Hikaye Ormanı


Hikaye Ormanı

Hikaye Ormanı: Annesi ağlıyordu.

“Yeter artık!” diyordu Agata.

Annesi kollarını masada bitiştirmiş ağlıyordu. Agata onu okşayarak, “Ağlama artık!” diyordu.

Annesi masada bitiştirdiği kollarına başını dayamış ağlıyordu.

“Bak, gitti işte!”

Annesi masada bitiştirdiği kollarına başını dayamış ağlarken yüzünü kaldırdı, ağlamaktan yüzü gözü şişmişti.

“Bak, daha ağlayacak olursan ben de giderim!” dedi Agata.
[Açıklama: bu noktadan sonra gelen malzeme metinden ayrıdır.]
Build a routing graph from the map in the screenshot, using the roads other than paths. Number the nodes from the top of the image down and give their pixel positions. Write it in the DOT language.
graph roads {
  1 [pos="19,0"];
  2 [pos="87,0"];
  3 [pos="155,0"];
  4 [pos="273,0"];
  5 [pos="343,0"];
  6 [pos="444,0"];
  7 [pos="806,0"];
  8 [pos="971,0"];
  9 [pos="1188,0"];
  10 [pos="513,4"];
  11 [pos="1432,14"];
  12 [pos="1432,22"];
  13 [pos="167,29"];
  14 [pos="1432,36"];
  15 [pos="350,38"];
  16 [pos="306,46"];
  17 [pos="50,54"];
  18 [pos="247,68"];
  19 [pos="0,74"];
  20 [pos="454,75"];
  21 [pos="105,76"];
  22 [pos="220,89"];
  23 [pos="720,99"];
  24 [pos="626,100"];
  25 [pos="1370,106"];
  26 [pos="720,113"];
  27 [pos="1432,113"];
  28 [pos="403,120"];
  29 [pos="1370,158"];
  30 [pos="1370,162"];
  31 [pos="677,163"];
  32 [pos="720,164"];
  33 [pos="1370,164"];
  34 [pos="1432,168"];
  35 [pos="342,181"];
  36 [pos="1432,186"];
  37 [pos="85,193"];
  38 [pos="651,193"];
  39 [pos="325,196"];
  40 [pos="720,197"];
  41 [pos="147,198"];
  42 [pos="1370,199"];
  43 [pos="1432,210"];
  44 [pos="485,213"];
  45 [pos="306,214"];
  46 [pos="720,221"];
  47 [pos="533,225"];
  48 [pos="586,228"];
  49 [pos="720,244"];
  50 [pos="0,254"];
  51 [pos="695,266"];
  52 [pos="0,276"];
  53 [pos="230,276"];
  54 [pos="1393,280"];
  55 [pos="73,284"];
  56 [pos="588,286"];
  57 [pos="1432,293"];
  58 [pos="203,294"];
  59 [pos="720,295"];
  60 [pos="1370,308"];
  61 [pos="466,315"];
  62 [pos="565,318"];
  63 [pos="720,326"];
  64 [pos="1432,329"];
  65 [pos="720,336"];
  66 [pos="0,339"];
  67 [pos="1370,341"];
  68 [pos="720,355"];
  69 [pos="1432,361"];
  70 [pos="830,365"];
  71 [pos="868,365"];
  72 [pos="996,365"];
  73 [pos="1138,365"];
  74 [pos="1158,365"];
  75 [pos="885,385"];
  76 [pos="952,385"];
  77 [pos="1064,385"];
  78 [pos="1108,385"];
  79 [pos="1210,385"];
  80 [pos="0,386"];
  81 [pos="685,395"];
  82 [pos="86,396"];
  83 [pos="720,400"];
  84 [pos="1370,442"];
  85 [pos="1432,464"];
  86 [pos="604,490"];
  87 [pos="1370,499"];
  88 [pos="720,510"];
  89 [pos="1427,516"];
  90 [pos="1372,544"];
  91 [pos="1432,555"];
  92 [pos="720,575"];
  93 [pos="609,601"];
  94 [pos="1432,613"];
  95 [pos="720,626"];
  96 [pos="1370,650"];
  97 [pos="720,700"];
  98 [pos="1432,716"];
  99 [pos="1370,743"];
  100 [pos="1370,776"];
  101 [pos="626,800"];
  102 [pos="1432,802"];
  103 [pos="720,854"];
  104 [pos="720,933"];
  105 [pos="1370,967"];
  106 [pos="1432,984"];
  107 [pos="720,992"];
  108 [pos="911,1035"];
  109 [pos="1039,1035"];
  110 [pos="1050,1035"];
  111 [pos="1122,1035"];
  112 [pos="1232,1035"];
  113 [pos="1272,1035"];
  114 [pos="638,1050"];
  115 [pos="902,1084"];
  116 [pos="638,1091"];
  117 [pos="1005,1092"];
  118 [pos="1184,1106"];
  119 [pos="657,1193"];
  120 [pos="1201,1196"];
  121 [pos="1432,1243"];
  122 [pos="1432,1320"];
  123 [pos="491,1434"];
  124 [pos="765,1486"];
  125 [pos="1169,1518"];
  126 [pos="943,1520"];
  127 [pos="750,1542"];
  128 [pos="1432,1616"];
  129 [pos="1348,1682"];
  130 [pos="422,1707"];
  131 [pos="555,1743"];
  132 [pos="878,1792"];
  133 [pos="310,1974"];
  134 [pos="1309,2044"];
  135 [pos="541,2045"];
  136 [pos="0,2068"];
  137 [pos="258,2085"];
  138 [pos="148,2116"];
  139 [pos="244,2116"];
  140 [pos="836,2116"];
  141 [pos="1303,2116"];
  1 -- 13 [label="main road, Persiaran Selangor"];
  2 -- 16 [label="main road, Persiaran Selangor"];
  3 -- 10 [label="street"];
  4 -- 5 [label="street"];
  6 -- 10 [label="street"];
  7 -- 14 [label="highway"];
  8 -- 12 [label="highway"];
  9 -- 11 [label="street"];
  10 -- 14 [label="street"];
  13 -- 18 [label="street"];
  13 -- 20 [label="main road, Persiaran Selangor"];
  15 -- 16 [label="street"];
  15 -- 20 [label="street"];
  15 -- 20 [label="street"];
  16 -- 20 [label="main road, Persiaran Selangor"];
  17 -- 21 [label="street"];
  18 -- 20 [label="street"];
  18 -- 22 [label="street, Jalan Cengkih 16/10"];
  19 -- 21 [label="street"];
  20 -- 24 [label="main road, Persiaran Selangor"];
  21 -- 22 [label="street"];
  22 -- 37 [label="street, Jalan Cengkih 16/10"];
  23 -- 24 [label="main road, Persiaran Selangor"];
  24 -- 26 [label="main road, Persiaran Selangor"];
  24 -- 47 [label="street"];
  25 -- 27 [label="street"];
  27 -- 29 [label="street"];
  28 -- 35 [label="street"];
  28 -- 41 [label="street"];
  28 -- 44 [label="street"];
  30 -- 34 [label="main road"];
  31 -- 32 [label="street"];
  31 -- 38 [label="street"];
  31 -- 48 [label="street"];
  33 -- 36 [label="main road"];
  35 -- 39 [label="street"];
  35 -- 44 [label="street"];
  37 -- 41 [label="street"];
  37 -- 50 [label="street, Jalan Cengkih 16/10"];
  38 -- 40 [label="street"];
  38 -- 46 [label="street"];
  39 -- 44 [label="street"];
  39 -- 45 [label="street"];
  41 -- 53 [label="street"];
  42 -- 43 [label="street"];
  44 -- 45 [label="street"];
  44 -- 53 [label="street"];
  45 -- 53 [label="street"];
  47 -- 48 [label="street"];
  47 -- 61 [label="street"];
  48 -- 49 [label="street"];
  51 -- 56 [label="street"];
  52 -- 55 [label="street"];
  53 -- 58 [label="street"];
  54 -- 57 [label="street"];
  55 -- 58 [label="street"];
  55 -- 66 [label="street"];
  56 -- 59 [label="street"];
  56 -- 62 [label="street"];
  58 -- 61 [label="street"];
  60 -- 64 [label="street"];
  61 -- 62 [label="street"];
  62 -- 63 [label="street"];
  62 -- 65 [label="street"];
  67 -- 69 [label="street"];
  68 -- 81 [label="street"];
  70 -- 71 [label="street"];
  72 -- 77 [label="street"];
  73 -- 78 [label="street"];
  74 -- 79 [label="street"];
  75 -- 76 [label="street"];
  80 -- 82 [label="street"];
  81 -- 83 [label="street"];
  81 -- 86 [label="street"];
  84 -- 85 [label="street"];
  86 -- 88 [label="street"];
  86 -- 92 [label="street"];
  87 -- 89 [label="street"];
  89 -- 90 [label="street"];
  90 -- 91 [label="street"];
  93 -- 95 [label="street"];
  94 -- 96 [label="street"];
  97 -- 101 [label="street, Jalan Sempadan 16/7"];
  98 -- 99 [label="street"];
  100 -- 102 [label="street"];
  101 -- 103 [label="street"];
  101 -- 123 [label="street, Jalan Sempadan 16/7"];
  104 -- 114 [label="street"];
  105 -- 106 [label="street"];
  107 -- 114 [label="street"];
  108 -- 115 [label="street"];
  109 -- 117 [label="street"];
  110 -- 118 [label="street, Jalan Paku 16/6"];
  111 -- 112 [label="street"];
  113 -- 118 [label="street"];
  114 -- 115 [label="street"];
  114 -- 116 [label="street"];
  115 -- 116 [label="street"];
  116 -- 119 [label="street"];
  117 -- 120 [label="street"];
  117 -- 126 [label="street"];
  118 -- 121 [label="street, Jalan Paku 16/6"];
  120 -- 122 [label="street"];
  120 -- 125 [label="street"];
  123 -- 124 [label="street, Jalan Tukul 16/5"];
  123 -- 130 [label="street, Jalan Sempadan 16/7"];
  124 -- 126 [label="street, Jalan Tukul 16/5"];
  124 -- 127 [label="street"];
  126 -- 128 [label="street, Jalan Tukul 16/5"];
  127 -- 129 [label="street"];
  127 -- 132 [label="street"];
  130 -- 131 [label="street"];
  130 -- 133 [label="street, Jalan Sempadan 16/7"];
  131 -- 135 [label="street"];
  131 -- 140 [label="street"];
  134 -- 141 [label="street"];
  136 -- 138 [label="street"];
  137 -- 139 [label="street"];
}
Ancak annesi ağlamaya devam etti. Bunun üzerine Agata, Tilki’nin yanına gitti.

“Kara Adam döndü mü?” diye sordu Tılki.

“Döndü … ” diye karşılık verdi Agata.

Tilki’nin özel bir adı yoktu, sadece Tilki’ydi. Bacaklarını açmış yerde yatıyordu. Aslında bu, tilkilerin her zamanki yatışı değildir, kadınların daha hoş görünmek için sırtlarına attıkları tilkiler böyle yatar. Annesi ona böyle açıklamıştı.

Agata onu bitpazarında görmüştü, bir sürü kürkün bulunduğu tezgahın üzerinde. Tilki cam gibi mavi gözleriyle ona sessizce bakmış, Agata da ona bakmıştı.

“Bunu alalım!”

“Çok pahalı!” demişti annesi.

Tilki gözlerini ayırmadan ona bakıyordu, Agata başını başka taraflara çevirmiş, sonra yine ona bakmıştı. Tilki’nin bakışlarını kaçırmaya hiç niyeti yoktu. İşte o zaman, Agata kendisiyle gelmek istediğini anlamıştı.

“Bunu alalım anne, n’olur!”

Bunun üzerine annesi, şık mantosunun üstüne atmak için tilkiyi almıştı.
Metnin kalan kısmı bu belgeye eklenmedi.